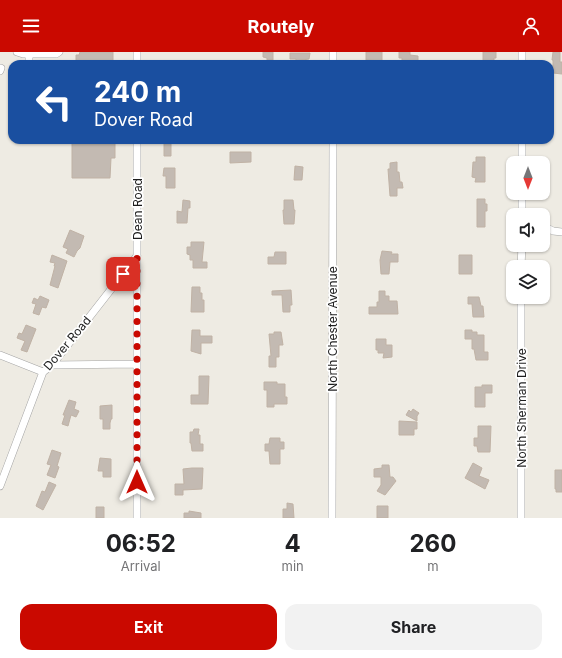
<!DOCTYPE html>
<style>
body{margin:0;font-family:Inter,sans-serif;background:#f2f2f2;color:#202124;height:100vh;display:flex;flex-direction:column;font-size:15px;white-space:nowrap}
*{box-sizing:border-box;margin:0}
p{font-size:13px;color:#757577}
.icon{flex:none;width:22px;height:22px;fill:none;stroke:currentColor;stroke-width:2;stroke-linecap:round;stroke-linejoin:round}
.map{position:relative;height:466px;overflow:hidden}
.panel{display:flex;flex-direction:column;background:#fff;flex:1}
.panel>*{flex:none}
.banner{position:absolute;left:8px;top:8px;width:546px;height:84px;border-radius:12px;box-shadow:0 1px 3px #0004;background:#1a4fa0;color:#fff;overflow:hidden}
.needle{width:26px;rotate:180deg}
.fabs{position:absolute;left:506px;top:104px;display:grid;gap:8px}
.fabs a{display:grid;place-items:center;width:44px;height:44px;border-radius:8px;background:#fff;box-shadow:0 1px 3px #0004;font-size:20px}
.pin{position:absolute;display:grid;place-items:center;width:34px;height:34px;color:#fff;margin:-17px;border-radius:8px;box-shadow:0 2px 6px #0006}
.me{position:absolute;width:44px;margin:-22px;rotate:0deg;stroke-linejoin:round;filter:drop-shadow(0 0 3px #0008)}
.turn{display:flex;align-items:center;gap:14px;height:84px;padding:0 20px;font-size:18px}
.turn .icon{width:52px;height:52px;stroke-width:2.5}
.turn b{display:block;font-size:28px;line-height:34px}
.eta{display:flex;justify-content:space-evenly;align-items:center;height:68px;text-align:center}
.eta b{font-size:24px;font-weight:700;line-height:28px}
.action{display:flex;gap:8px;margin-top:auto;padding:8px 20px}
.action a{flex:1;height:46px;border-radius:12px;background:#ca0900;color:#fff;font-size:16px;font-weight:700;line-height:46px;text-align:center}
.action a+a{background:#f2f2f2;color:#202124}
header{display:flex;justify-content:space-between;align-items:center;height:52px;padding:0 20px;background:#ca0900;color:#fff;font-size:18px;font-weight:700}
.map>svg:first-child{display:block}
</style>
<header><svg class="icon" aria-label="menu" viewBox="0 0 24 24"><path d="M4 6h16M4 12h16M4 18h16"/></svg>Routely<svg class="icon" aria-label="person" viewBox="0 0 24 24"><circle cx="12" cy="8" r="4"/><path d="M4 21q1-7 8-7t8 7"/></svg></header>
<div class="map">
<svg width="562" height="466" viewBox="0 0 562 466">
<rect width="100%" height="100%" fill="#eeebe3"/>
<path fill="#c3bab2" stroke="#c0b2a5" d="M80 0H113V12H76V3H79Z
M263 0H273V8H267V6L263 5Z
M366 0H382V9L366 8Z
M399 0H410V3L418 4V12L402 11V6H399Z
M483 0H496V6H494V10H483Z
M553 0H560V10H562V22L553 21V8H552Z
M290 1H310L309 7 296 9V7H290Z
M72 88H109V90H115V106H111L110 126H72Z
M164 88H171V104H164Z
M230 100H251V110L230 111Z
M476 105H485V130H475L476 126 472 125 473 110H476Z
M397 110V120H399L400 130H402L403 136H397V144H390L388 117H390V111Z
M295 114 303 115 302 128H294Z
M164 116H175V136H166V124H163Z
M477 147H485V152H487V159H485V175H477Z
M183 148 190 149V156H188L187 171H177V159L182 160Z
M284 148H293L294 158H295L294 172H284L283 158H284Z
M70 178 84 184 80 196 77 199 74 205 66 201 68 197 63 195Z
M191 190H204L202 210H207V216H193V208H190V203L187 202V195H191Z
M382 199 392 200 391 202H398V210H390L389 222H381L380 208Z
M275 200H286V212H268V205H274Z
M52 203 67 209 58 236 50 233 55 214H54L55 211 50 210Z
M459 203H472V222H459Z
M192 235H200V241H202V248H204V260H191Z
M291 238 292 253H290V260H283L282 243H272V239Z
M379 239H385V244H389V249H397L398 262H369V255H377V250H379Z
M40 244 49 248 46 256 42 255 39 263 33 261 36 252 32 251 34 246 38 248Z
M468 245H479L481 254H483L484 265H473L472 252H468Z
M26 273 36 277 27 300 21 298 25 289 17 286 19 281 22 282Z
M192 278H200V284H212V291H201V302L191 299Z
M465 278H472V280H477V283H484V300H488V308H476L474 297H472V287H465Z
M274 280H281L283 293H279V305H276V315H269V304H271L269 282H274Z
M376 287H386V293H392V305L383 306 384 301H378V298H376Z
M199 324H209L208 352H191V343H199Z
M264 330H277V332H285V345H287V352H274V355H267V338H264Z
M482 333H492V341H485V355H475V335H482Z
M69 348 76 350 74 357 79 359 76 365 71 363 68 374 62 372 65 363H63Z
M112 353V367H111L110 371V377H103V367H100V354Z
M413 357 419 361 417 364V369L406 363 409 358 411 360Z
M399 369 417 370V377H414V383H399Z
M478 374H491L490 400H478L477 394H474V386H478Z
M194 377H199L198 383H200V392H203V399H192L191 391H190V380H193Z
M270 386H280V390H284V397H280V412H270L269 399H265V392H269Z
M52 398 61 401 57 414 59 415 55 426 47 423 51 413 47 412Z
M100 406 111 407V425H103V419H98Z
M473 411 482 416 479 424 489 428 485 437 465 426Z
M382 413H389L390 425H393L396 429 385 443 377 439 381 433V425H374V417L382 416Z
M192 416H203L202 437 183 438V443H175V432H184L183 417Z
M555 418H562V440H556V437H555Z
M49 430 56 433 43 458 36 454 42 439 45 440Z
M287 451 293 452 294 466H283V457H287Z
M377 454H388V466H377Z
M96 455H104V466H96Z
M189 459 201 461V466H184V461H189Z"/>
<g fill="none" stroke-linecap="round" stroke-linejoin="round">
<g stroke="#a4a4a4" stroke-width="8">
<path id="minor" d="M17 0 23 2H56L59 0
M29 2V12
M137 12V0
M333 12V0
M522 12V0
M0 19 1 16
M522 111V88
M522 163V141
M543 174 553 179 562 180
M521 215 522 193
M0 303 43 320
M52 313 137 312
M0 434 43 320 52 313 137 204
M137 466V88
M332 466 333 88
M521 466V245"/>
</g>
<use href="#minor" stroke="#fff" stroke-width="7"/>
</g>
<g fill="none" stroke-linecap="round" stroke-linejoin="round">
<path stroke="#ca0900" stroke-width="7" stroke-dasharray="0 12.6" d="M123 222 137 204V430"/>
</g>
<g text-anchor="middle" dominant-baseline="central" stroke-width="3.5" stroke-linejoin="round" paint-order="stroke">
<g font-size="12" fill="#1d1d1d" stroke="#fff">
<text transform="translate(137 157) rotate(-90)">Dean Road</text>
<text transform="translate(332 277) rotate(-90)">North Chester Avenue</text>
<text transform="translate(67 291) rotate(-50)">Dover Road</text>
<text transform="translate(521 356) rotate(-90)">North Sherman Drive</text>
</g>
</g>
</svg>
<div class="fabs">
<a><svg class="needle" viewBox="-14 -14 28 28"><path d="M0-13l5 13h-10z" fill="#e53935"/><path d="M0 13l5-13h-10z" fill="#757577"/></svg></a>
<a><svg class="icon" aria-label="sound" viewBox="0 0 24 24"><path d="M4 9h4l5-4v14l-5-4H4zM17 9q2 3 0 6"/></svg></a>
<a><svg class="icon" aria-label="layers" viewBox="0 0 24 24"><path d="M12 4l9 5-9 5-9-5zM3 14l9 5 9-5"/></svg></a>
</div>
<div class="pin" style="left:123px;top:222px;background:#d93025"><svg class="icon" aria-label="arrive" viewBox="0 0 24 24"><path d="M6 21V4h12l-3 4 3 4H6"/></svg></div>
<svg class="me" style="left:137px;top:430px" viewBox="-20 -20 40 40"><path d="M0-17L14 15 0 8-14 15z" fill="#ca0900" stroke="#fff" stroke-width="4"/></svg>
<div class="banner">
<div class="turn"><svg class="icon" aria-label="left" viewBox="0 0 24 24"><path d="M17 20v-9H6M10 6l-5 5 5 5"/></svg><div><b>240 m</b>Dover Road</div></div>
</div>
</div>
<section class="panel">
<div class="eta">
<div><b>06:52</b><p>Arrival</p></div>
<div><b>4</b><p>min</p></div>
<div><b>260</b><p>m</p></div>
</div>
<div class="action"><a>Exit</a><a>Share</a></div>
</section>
···
▸ **Task instructions**
Where a line in the records above contains the string "turn", copy that line.

▸ **Task response**
.turn{display:flex;align-items:center;gap:14px;height:84px;padding:0 20px;font-size:18px}
.turn .icon{width:52px;height:52px;stroke-width:2.5}
.turn b{display:block;font-size:28px;line-height:34px}
<div class="turn"><svg class="icon" aria-label="left" viewBox="0 0 24 24"><path d="M17 20v-9H6M10 6l-5 5 5 5"/></svg><div><b>240 m</b>Dover Road</div></div>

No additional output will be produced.